Больше дочь ничего не спрашивала в течение многих лет, но Ольга чувствовала, что ее обещание рассказать об отце она не забыла и ждала этого.
И в день окончания десятилетки рассказала дочери все, не утаив даже самой маленькой подробности. Объяснила и то, почему она не вышла потом замуж.
Ирина выслушала все молча, затем, отвернувшись к окну, долго стояла неподвижно, глядя на шумную улицу, полную жизни.
— Ты меня… осуждаешь, Ира? — нарушила наконец молчание Ольга Яковлевна.
— Нет, мама. — Она обернулась. — Тысячу раз нет… Сколько же тебе пришлось пережить!
Потом они обе долго плакали, а под конец Ирина сказала:
— Я стала взрослее теперь на целую жизнь!
На том они закончили и никогда к этому не возвращались больше, жили так, будто никакого разговора и не было. А нынешней весной Ирина сказала:
— Я хотела бы, мама… увидеть своего отца. Поедем в эту Шантару, в Сибирь. Ольга Яковлевна так и осела.
— Ты что?! Зачем мы будем ломать… ему и его семье жизнь?
— Я посмотрю на отца… хотя бы издали. Он и не узнает, не почувствует.
— Ира! Да, может быть, он там уже и не живет!
— А мы узнаем, где он живет. И туда поедем. Понимаешь, мама, очень мне это нужно!
Так они оказались в Шантаре.
* * * *
На другой день Ольга Яковлевна проснулась и увидела, что кровать дочери пуста. Она не очень обеспокоилась, подумав, что Ирина вышла, видимо, погулять перед завтраком. Утро было ясным и веселым, окна гостиничного номера проламывали полосы солнечного света.
Прошло несколько минут — дочь не возвращалась. Ольга Яковлевна умылась, привела себя в порядок. Дочери все не было.
Ирина появилась через час. И прямо от порога проговорила:
— Мама! Я все узнала. Отца в живых… Он погиб.
Ольга Яковлевна, вставшая при появлении дочери, медленно опустилась на кровать.
— Я это чувствовала, — произнесла она негромко. — От кого ты это узнала? Как?

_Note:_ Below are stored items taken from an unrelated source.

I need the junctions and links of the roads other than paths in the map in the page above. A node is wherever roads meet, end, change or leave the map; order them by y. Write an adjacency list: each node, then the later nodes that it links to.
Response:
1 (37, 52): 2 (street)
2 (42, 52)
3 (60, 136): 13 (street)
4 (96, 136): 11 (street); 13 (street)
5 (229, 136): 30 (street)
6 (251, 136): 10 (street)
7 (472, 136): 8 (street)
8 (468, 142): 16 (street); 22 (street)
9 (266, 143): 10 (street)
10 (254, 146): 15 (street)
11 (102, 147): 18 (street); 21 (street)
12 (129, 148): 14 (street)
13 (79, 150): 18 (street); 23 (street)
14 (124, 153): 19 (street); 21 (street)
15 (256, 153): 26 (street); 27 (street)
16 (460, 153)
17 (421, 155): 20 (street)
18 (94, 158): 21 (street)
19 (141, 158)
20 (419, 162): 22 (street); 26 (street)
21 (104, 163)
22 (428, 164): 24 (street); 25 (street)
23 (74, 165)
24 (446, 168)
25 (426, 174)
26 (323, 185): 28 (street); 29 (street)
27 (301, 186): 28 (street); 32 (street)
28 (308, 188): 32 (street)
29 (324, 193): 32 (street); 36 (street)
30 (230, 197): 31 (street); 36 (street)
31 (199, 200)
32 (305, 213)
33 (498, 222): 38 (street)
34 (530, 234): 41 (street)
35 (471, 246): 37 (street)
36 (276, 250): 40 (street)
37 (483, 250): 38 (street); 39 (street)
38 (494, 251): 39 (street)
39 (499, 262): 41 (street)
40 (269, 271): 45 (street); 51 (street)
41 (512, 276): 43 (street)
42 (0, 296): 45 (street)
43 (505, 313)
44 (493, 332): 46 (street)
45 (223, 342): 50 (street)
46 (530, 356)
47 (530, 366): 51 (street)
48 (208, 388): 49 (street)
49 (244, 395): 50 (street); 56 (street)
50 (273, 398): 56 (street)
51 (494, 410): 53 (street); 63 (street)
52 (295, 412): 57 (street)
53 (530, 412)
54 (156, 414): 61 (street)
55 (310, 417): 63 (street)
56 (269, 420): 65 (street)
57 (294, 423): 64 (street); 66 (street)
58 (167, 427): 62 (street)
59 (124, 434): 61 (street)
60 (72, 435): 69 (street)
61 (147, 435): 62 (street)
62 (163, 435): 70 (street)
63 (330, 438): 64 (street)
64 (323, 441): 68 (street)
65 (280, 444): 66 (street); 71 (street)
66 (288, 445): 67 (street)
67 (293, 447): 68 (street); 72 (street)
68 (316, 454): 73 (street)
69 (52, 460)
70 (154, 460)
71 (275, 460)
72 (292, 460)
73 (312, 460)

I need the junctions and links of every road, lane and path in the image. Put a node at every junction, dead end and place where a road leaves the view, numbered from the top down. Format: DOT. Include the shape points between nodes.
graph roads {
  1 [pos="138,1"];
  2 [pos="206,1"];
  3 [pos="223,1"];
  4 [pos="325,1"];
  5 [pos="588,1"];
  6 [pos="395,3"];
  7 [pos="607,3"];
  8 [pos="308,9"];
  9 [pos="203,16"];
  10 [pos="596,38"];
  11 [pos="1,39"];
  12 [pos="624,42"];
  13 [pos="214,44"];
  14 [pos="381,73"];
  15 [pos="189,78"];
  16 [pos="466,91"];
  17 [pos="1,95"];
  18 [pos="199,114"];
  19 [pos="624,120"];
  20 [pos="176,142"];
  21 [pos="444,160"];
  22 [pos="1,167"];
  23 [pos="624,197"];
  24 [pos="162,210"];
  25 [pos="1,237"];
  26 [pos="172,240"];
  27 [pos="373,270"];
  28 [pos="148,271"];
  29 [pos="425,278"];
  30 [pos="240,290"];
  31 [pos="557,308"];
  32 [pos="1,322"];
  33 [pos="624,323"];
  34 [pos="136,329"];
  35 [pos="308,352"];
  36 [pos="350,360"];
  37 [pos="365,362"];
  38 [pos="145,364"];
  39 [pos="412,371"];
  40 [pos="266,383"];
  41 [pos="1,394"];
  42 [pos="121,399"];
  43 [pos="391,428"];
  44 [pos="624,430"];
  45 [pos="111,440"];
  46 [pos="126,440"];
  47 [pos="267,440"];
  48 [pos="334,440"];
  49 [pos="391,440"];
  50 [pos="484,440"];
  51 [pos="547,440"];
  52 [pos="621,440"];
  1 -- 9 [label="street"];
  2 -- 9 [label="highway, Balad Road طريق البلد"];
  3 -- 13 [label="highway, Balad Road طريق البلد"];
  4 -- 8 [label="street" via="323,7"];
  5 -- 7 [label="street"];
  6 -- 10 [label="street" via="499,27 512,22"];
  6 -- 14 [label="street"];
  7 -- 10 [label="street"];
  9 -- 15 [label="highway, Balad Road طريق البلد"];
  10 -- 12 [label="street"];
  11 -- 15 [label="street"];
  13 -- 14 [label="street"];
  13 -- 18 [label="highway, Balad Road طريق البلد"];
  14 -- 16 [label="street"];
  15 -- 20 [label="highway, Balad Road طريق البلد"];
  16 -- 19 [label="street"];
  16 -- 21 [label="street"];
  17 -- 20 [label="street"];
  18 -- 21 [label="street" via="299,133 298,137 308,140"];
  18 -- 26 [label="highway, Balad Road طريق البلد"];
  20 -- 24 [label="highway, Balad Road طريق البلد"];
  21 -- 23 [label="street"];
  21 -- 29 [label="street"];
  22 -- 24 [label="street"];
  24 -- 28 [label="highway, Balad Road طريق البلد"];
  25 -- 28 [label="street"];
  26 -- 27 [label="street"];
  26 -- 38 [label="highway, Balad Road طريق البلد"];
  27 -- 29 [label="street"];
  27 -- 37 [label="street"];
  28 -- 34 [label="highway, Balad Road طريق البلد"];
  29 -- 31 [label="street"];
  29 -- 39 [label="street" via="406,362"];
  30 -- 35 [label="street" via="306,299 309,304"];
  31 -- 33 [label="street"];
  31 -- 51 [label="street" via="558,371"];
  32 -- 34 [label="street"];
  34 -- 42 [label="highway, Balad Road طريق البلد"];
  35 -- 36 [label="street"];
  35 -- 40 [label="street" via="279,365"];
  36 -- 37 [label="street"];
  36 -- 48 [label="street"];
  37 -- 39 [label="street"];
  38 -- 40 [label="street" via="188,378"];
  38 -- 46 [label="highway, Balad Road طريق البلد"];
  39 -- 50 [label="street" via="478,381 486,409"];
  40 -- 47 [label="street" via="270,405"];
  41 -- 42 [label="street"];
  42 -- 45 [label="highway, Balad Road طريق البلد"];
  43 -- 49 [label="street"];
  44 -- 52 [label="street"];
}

— А я просто в райком партии зашла и спросила.
— Сумасшедшая!
— Здесь живет его… жена, Наталья Александровна, и дочь, Елена. Моя сестра.
— Нет, ты положительно сошла с ума! — воскликнула Ольга Яковлевна. — И что… как ты о них… расспрашивала? Что говорила?
— Да успокойся, мама. Я же не сказала, что я дочь Семена Савельева. Я представилась своей фамилией. А там, в райкоме, симпатичный такой дядечка со мной говорил, по имени Николай Кирьянович Инютин. «Простите, говорит, какая Алейникова? Дочь Якова Николаевича Алейникова, что ли?» — «Нет, говорю, это моя мама его дочь. Приемная. А я ее дочь. А сам Яков Николаевич погиб в сорок четвертом на Буковине». Инютин этот долго не мог ничего понять… Он и сказал, что отец мой погиб. Кажется, в Норвегии, говорит.
— Как в Норвегии?! — вскричала Ольга Яковлевна. — Почему в Норвегии?
— Ах, мама, ну разве я знаю? Но это все мне и нужно узнать… Больше того — я говорила с его женой по телефону. И пригласила ее… и дочь ее к нам в номер.
— Ирина! — простонала мучительно Ольга Яковлевна. — Ты же… ты же обещала только посмотреть издали!
— Да, на отца… Но его нет в живых.
— Что же теперь будет?!
Ирина решительно шагнула к матери, положила ей на плечи ладони.
— Ну что будет! Ничего не будет… Я ей просто сказала, что ты жила тогда в прифронтовой полосе, в этой деревне Лукашевке, и случайно познакомилась с ее мужем на рытье окопов… Как оно и было на самом деле. И что поэтому можешь рассказать кое-что о том времени… и о Семене Федоровиче. Она хотела немедленно бежать к тебе. Но я попросила прийти вечером. Чтобы нам с тобой немного подготовиться… Все будет хорошо, мама, откуда они могут догадаться? Я сказала, что приехали мы сюда просто поглядеть, где жил твой приемный отец Яков Николаевич. Я соврала, что ты была замужем, а муж умер. Я же умная, мама, ты видишь, я все предусмотрела.
Ирина сняла руки с плеч матери, прошлась по номеру, задумчиво глядя себе под ноги, тряхнула короткой стрижкой.
— И, кажется, мать его, моего отца, будет… И брат. Инютин этот сказал, что надо и матери Семена Федоровича, и брату его о нашем приезде сообщить… Она живет, как я поняла, где-то в колхозе.